Tutorial  on  KubernetesContainers

Docker Containers vs. Kubernetes Pods - Taking a Deeper Look

A container could have become a lightweight VM replacement. However, the most widely used form of containers, popularized by Docker and later standardized by OCI, encourages you to have just one process service per container. Such an approach has a few significant upsides - increased isolation, simplified horizontal scaling, higher reusability, etc. However, this design also has a major drawback - in the real world, virtual machines rarely run just one service. Thus, the container abstraction might often be too limited for a fully-featured VM replacement.

Virtual Machine visualized.

While Docker were trying to offer workarounds to create multi-service containers, Kubernetes made a bolder step and chose as its smallest deployable unit not a single but a group of cohesive containers, called a Pod.

For engineers with prior VM or bare-metal experience, it should be relatively easy to grasp the idea of Pods, or so it may seem... 🙈

One of the first things you learn when beginning working with Kubernetes is that each Pod is assigned a unique IP address and a hostname. Furthermore, containers within a Pod can communicate with each other via localhost. Thus, it quickly becomes clear that a Pod resembles a server in miniature.

After a while, though, you realize that every container in a Pod gets an isolated filesystem and that from inside one container, you don't see files and processes of the other containers of the same Pod. So, maybe a Pod is not a tiny little server but just a group of containers with shared network devices?

But then you learn that containers in one Pod can communicate via shared memory and other typical Linux IPC means! So, probably the network namespace is not the only shared thing...

That last finding was the final straw for me, and I decided to deep dive and see with my own eyes:

  • How Pods are implemented under the hood.
  • What the actual difference between a Pod and a Container is.
  • What it would take to create a Pod using standard Docker commands.

Sounds interesting? Then join me on the journey! At the very least, it may help you solidify your Linux, Docker, and Kubernetes skills.

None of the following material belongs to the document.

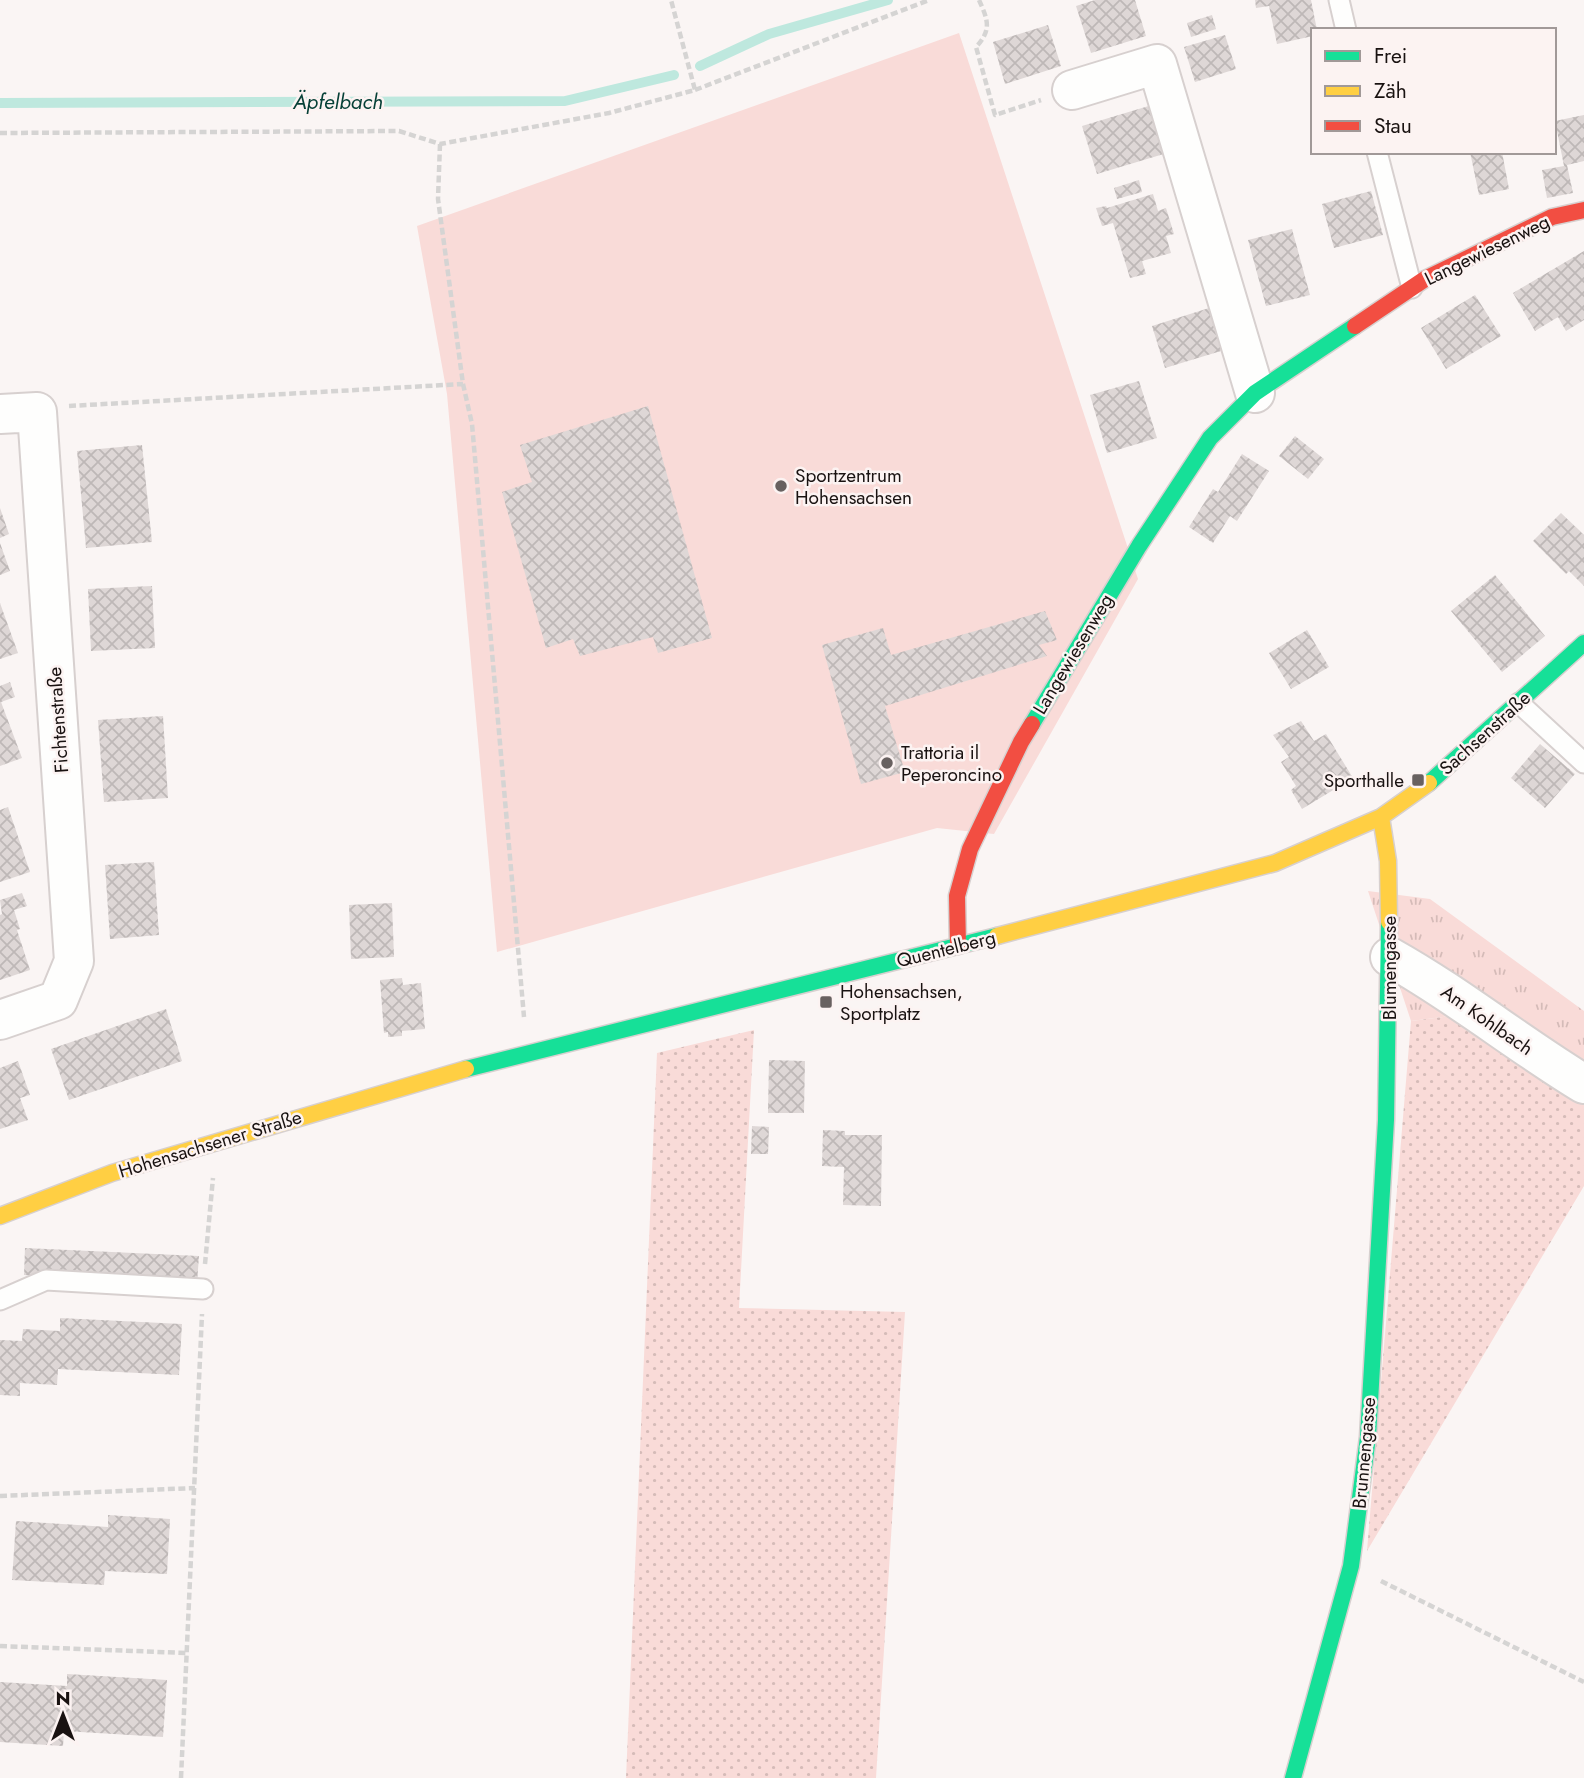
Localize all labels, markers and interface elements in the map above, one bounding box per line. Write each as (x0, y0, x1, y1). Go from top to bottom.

The OCI Runtime Spec doesn't limit container implementations to only Linux containers, i.e., the ones implemented with namespaces and cgroups. However, unless otherwise is stated explicitly, the word container in this article refers to this rather traditional form.

Examining a container

Let's start our guinea-pig container:

docker run --name foo --rm -d --memory='512MB' --cpus='0.5' nginx:alpine

Inspecting container's namespaces

Firstly, it'd be interesting to see what isolation primitives were created when the container started.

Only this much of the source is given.